Here’s A Custom Honda CB900F Bol d’Or That’ll Have You Awestruck

by Silvian Secara from

Senhor Motorcycles’ spells made this fatigued CB900F regain its former youth.

Back in the day, Honda’s fearsome CB900F, or the Bol d’Or, was a force to be reckoned with. Quite frankly, to say that it was ahead of its time would be an understatement! This glorious piece of Japanese machinery is powered by a vicious four-stroke DOHC inline-four colossus, with four Keihin carbs and a compression ratio of 8.8:1. The air-cooled beast prides itself with a humungous displacement of 901cc.

At approximately 9,000 rpm, CB900F’s fiendish powerplant will generate up to 95 hp. On the other hand, ruthless torque output of 57 pound-feet (77 Nm) will be accomplished at around 8,000 revs. A five-speed gearbox channels this force to the rear 18-inch wheel via a chain final drive. Ultimately, the whole ordeal leads to a respectable top speed of 135 mph (217 kph).
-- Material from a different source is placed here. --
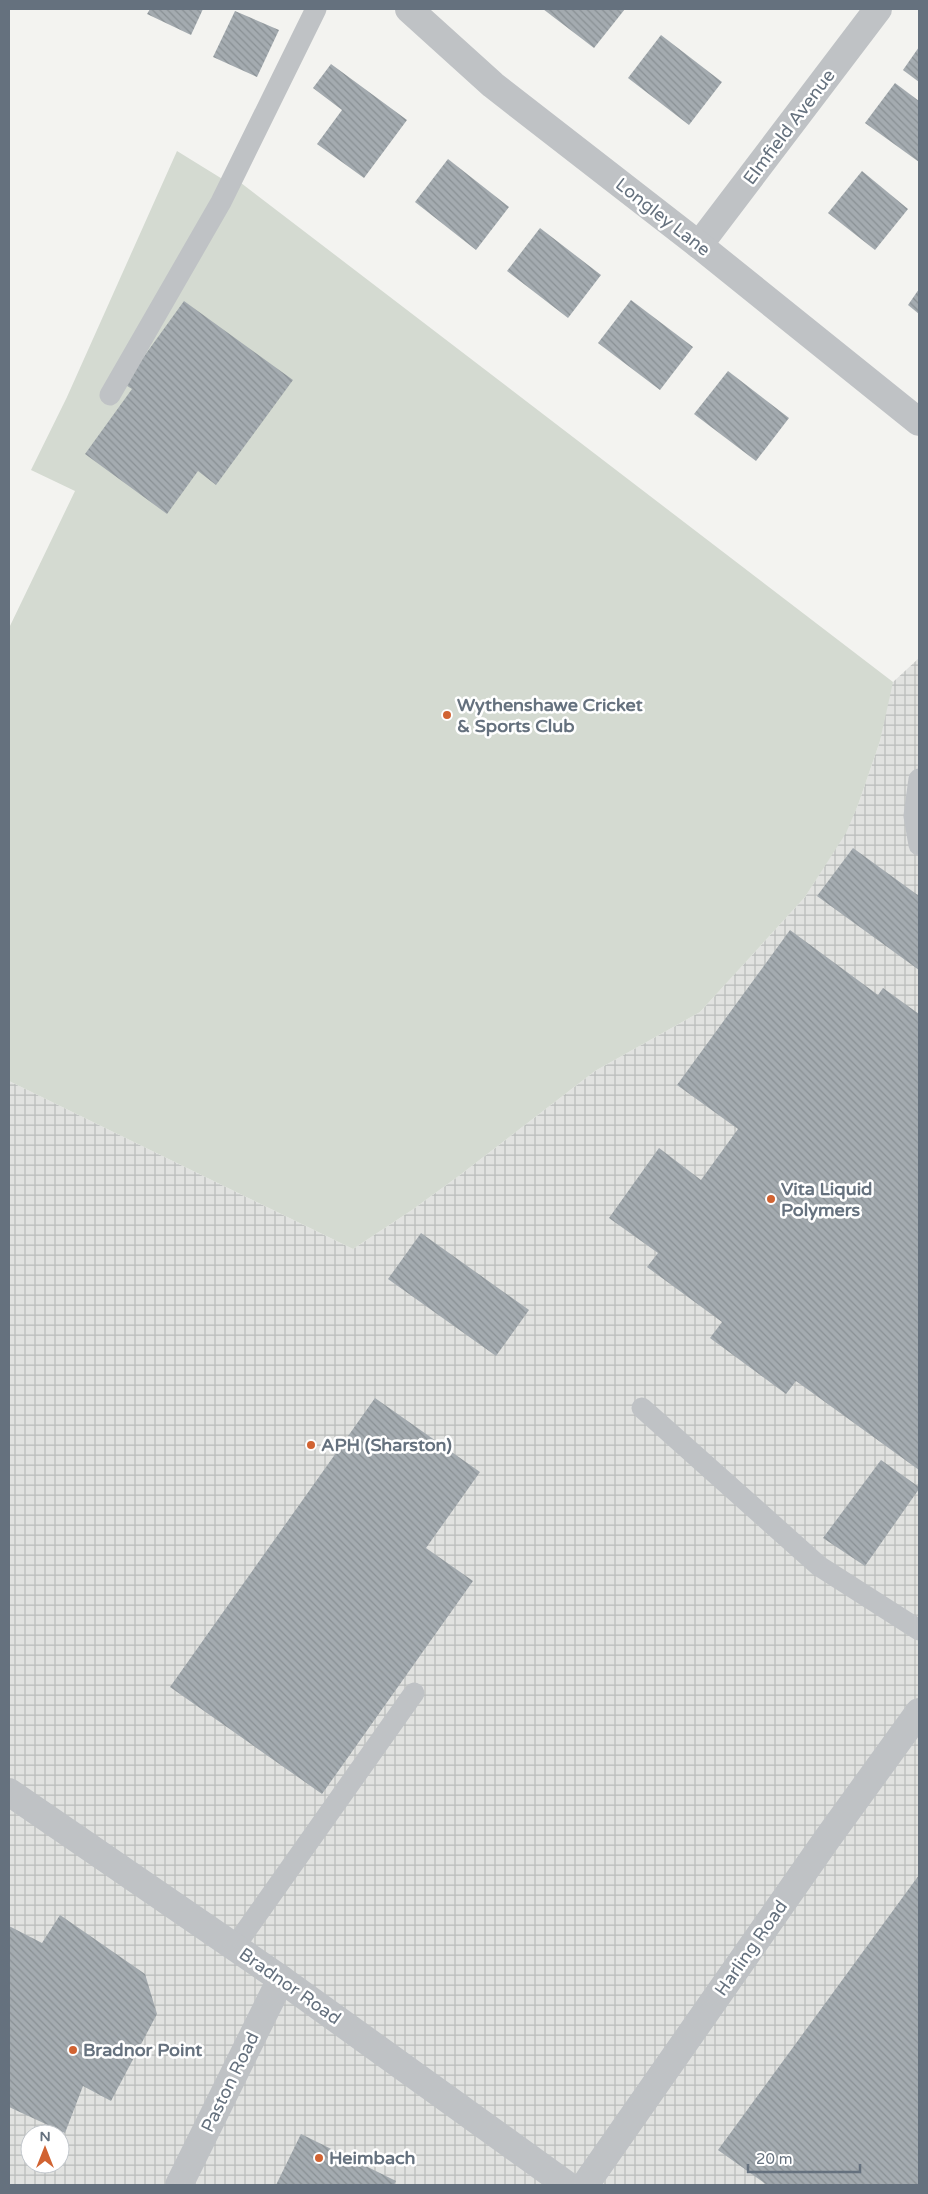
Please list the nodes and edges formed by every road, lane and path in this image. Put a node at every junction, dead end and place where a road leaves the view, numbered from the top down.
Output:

Without going into any other details, it’s safe to conclude that Honda’s iconic two-wheeler is no toy. However, even a gem like Bol d’Or will begin to show its age after spending as many as four decades on the tarmac. Thankfully, the moto industry was blessed with countless customization workshops that’ll be more than happy to work their magic on a weary creature.

Nacho Fernández’s Senhor Motorcycles is one such enterprise, and their one-off CB900F does a neat job at demonstrating their abilities. The transformation began with the removal of its outdated suspension modules. In their stead, the Spanish firm installed Suzuki GSX-R1100’s forks at the front, along with dual YSS shock absorbers on the other end.

Next, the crew replaced Bol d’Or’s stock hoops with a pair of 17-inch six-spoke wheels from a Honda VTR SP-1. These bad boys wear GSX-R1100’s brakes up front, while VTR’s rotor takes good care of stopping power at the rear. Additionally, the rims are hugged by high-performance Roadtec Z8 rubber from Metzeler’s catalog.

After experiencing a comprehensive restoration, CB900F’s inline-four monstrosity was treated to a majestic four-into-four exhaust system, retuned carburetors and a set of pod filters. The Senhor team even went as far as crafting an array of unique components inhouse, such as one handsome front fairing and a new subframe that supports a hand-shaped tail section, to name a few.

Lastly, you will find several aftermarket items that round out the fresh aesthetic, including a Motogadget Chronoclassic gauge, LSL clip-ons and a Lucas taillight kit.

Personally, I’m aching to see what other projects Senhor Motorcycles is planning to tackle in the future!